One of the things that first enchanted me about my husband was his foreignness. When I met him he was a wild-haired art major who had transferred to a university filled with tobacco-chewing cowboys. While dating we shared a joint filled with sweat-soaked marijuana that he had hidden in his shoe on a return flight from Amsterdam. And when we married he taught me how to say “I love you” in throat-scraping Dutch.
Our only daughter embodies not just our love for each other, but also our love of Holland, where she was conceived. We fill her with stories of a past she can’t remember: How as a tiny seed inside of me, she made me so sick I puked into the Prinsengracht. How she grew and I became so heavy and awkward that I fell off the back of a bike while riding sidesaddle.
And although we live a world away from Amsterdam now, we help her create her own Dutch moments. Sometimes they are planned, like tonight’s coming of Sinterklaas. Other’s are serendipitous, split second shifts in reality and suddenly The Netherlands is in Nevada.

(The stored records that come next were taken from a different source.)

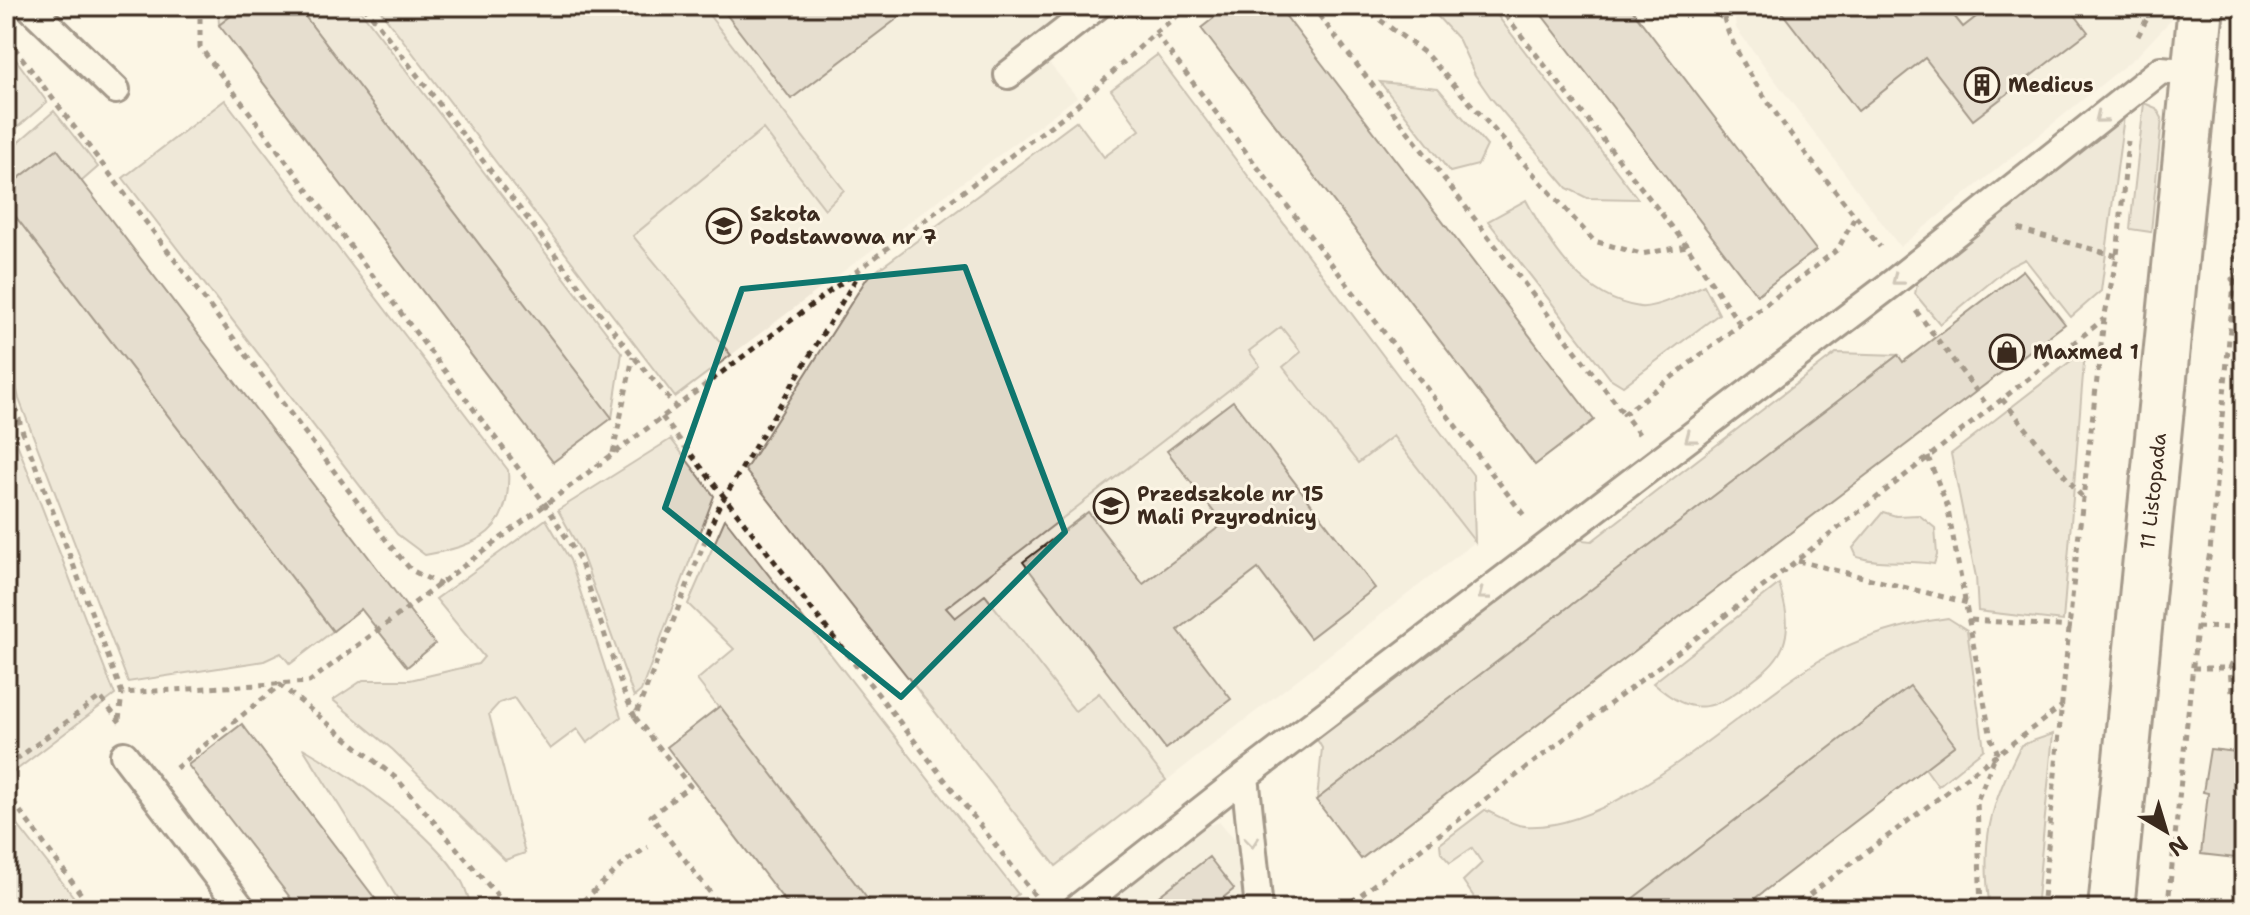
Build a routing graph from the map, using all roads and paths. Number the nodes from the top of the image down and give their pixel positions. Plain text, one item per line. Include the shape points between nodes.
1 (29, 6) edge
2 (200, 6) edge
3 (364, 6) edge
4 (1097, 6) edge
5 (1190, 6) edge
6 (1312, 6) edge
7 (1361, 6) edge
8 (1498, 6) edge
9 (1709, 6) edge
10 (1722, 6) edge
11 (2154, 6) edge
12 (2201, 6) edge
13 (1723, 18) junction
14 (1155, 33) junction
15 (2138, 36) dead end
16 (6, 38) edge
17 (2178, 71) junction
18 (1008, 75) dead end
19 (116, 90) dead end
20 (2133, 92) junction
21 (2244, 170) edge
22 (1987, 209) junction
23 (1856, 215) junction
24 (1869, 232) dead end
25 (1687, 246) junction
26 (2117, 256) junction
27 (863, 267) junction
28 (2244, 274) edge
29 (2232, 279) junction
30 (1894, 282) junction
31 (2244, 293) edge
32 (2104, 319) junction
33 (1741, 326) junction
34 (633, 356) junction
35 (6, 372) edge
36 (2002, 399) junction
37 (676, 407) junction
38 (1990, 409) junction
39 (1624, 414) junction
40 (662, 417) junction
41 (1647, 445) dead end
42 (612, 455) junction
43 (1928, 457) junction
44 (725, 498) junction
45 (2084, 499) junction
46 (546, 505) junction
47 (1530, 524) dead end
48 (1797, 560) junction
49 (441, 585) junction
50 (1968, 603) junction
51 (1971, 620) junction
52 (2072, 627) junction
53 (2197, 627) junction
54 (2244, 628) edge
55 (2244, 637) edge
56 (2193, 668) junction
57 (2230, 668) junction
58 (280, 685) junction
59 (2232, 692) dead end
60 (122, 693) junction
61 (2062, 706) junction
62 (635, 717) junction
63 (119, 721) dead end
64 (1997, 751) junction
65 (124, 755) dead end
66 (1245, 776) junction
67 (6, 792) edge
68 (648, 847) dead end
69 (2169, 894) dead end
70 (1042, 904) dead end
71 (92, 909) edge
72 (242, 909) edge
73 (509, 909) edge
74 (574, 909) edge
75 (723, 909) edge
76 (1076, 909) edge
77 (1259, 909) edge
78 (1342, 909) edge
79 (1790, 909) edge
80 (1981, 909) edge
81 (2042, 909) edge
82 (2111, 909) edge

1 - 19 lane
2 - 46 path via 200,47
3 - 34 path
4 - 18 lane
5 - 14 path
6 - 39 path
7 - 25 path via 1426,54 1594,241 1641,254
8 - 25 path
9 - 13 path
10 - 13 path
11 - 15 path
12 - 17 street, 11 Listopada
13 - 23 path via 1735,50 1769,102
14 - 27 path via 1073,109
14 - 47 path
16 - 49 path via 389,544 411,570
17 - 20 lane
17 - 82 street, 11 Listopada
20 -> 22 lane
20 - 26 path
21 - 29 path
22 - 26 path via 1999,223
22 -> 30 lane
23 - 24 path
23 - 33 path via 1838,249
25 - 33 path
26 - 32 path
27 - 37 path
27 - 44 path
28 - 29 path
29 - 31 path
29 - 53 path via 2210,552
30 - 38 path
30 -> 66 lane
32 - 36 path
32 - 45 path
33 - 39 path
34 - 37 path
34 - 42 path
35 - 60 path via 22,430
36 - 38 path
36 - 45 path
37 - 40 path
38 - 43 path
39 - 41 path
40 - 42 path
40 - 44 path
42 - 46 path
43 - 48 path
43 - 50 path via 1947,505
44 - 62 path
44 - 70 path
45 - 52 path
46 - 49 path
46 - 62 path via 580,560
48 - 50 path
48 - 78 path
49 - 58 path via 309,682
50 - 51 path
51 - 52 path
51 - 64 path
52 - 61 path
53 - 54 path
53 - 56 path
55 - 57 path
56 - 57 path
56 - 69 path
57 - 59 path
58 - 60 path
58 - 73 path via 397,779
60 - 63 path
61 - 64 path
61 - 81 path
62 - 75 path via 690,786 651,816
64 - 79 path
64 - 80 path via 1977,801
65 - 72 lane
66 - 76 lane
66 -> 77 lane
67 - 71 path
68 - 74 path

Below my husband tells of one moment this morning when his daughter — with eyes the color of the North Sea and hair as warm as a rare puddle of Dutch sunshine — overslept.

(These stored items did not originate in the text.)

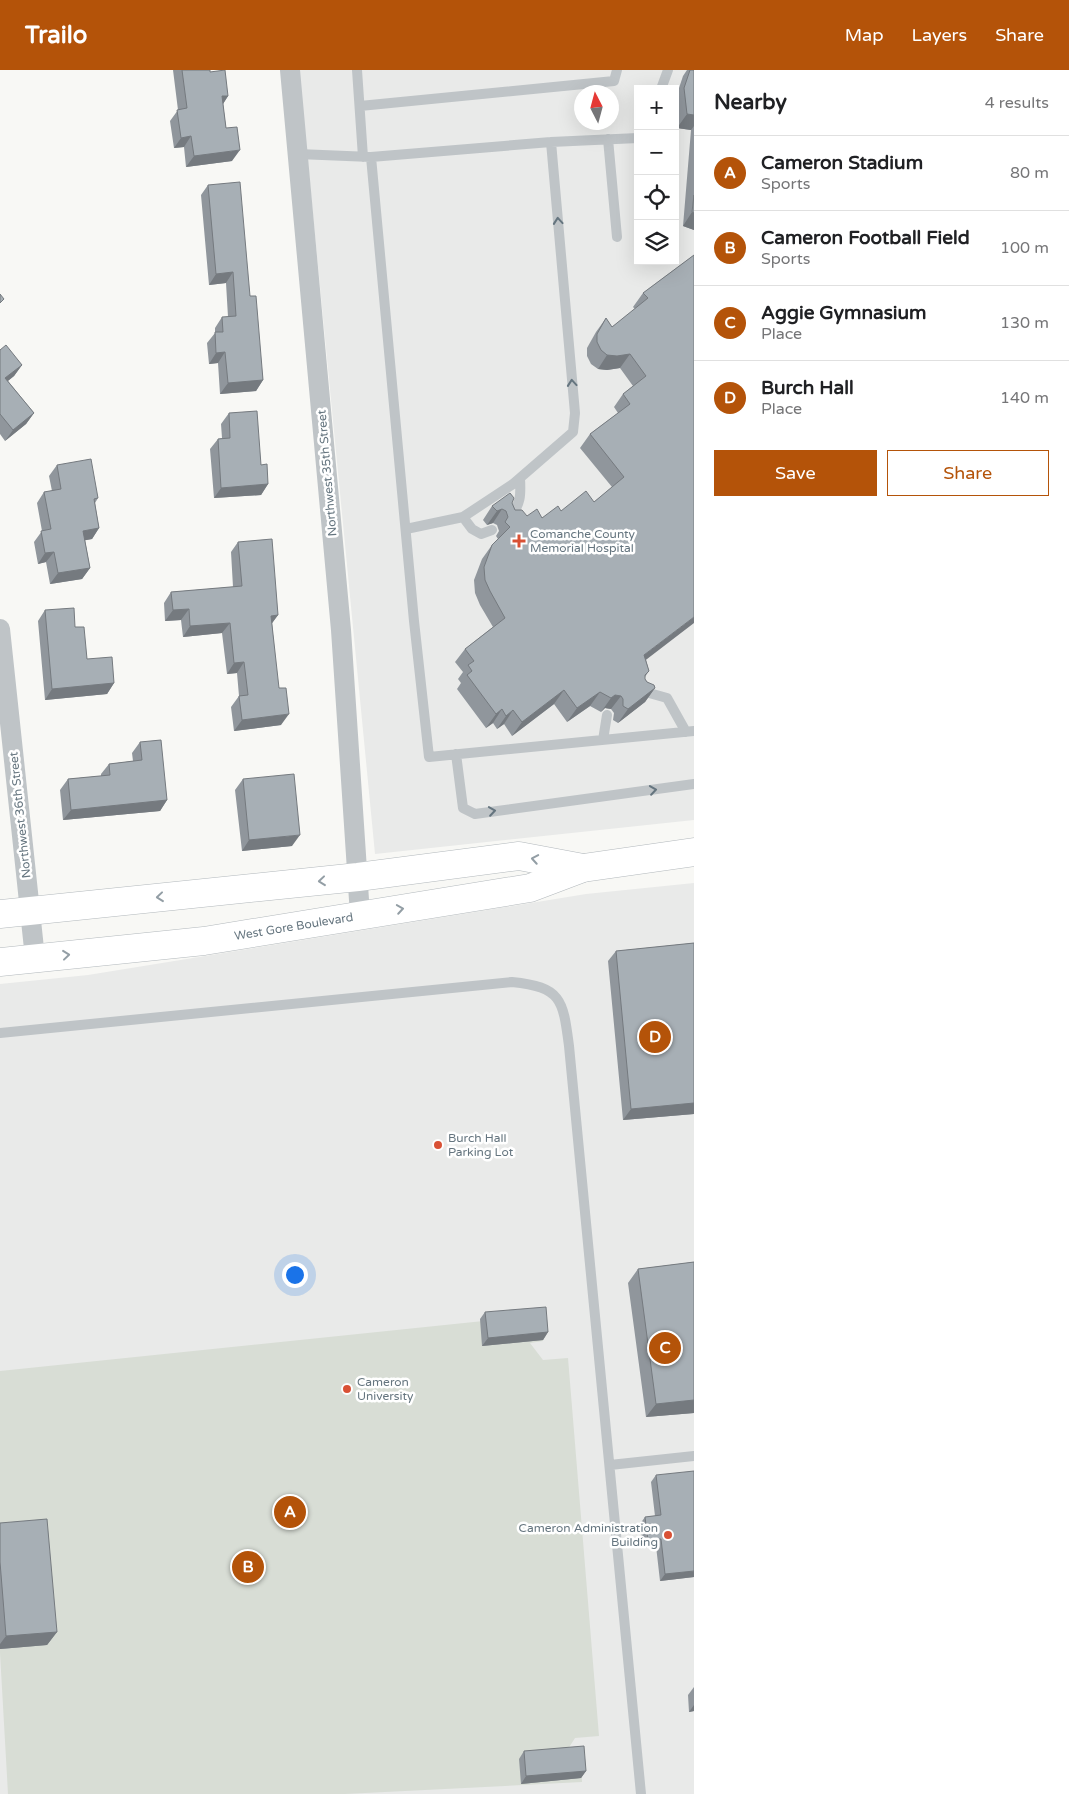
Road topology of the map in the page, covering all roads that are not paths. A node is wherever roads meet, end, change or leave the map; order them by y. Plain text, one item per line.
1 (290, 70) edge
2 (357, 70) edge
3 (618, 70) edge
4 (668, 70) edge
5 (662, 85) edge
6 (360, 106) junction
7 (634, 138) edge
8 (608, 139) junction
9 (551, 142) junction
10 (298, 154) junction
11 (367, 157) junction
12 (617, 237) dead end
13 (520, 478) junction
14 (463, 517) junction
15 (509, 518) edge
16 (406, 529) junction
17 (492, 530) dead end
18 (0, 630) edge
19 (642, 691) edge
20 (607, 716) edge
21 (690, 731) edge
22 (603, 740) junction
23 (456, 754) junction
24 (694, 784) edge
25 (694, 852) edge
26 (583, 868) junction
27 (358, 877) junction
28 (30, 911) junction
29 (0, 914) edge
30 (360, 915) junction
31 (35, 958) junction
32 (0, 962) edge
33 (0, 1034) edge
34 (694, 1456) edge
35 (610, 1465) junction
36 (641, 1794) edge

1 - 10 street, Northwest 35th Street
2 - 6 lane
3 - 6 lane
4 - 5 lane
6 - 11 lane
7 - 8 lane
8 - 9 lane
8 - 12 lane
9 - 11 lane
13 -> 9 lane
10 - 11 lane
10 - 27 street, Northwest 35th Street
11 - 16 lane
13 - 14 lane
13 - 15 lane
14 - 16 lane
14 - 17 lane
16 - 23 lane
18 - 28 street, Northwest 36th Street
19 - 21 lane
20 - 22 lane
21 - 22 lane
22 - 23 lane
23 -> 24 lane
25 - 26 main road, West Gore Boulevard
26 -> 27 main road, West Gore Boulevard
30 -> 26 main road, West Gore Boulevard
27 -> 28 main road, West Gore Boulevard
27 - 30 street, Northwest 35th Street
28 - 29 main road, West Gore Boulevard
28 - 31 street, Northwest 36th Street
31 -> 30 main road, West Gore Boulevard
31 - 32 main road, West Gore Boulevard
33 - 35 lane
34 - 35 lane
35 - 36 lane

I was going to walk her to school because she had an early choir practice at 8 a.m. I look at the clock at 7:25 and realize I haven’t seen her around downstairs. I go up and sure enough she’s still out cold. So I wake her up and she rushes through breakfast and chores. But it’s two minutes to eight by the time we get going. She gets mad when she realizes I’m taking my bike (which usually means a 10-minute walk to school), because she was hoping we’d take the car so she wouldn’t be too late. So I say, “C’mon, hop on,” and get on my bike. She’s hesitant at first, but she sits sidesaddle on the rack and we make it to school in record time.
Ik voelde me weer echt Hollands. Een leuk moment.
This time, my husband reassured me, she didn’t fall off.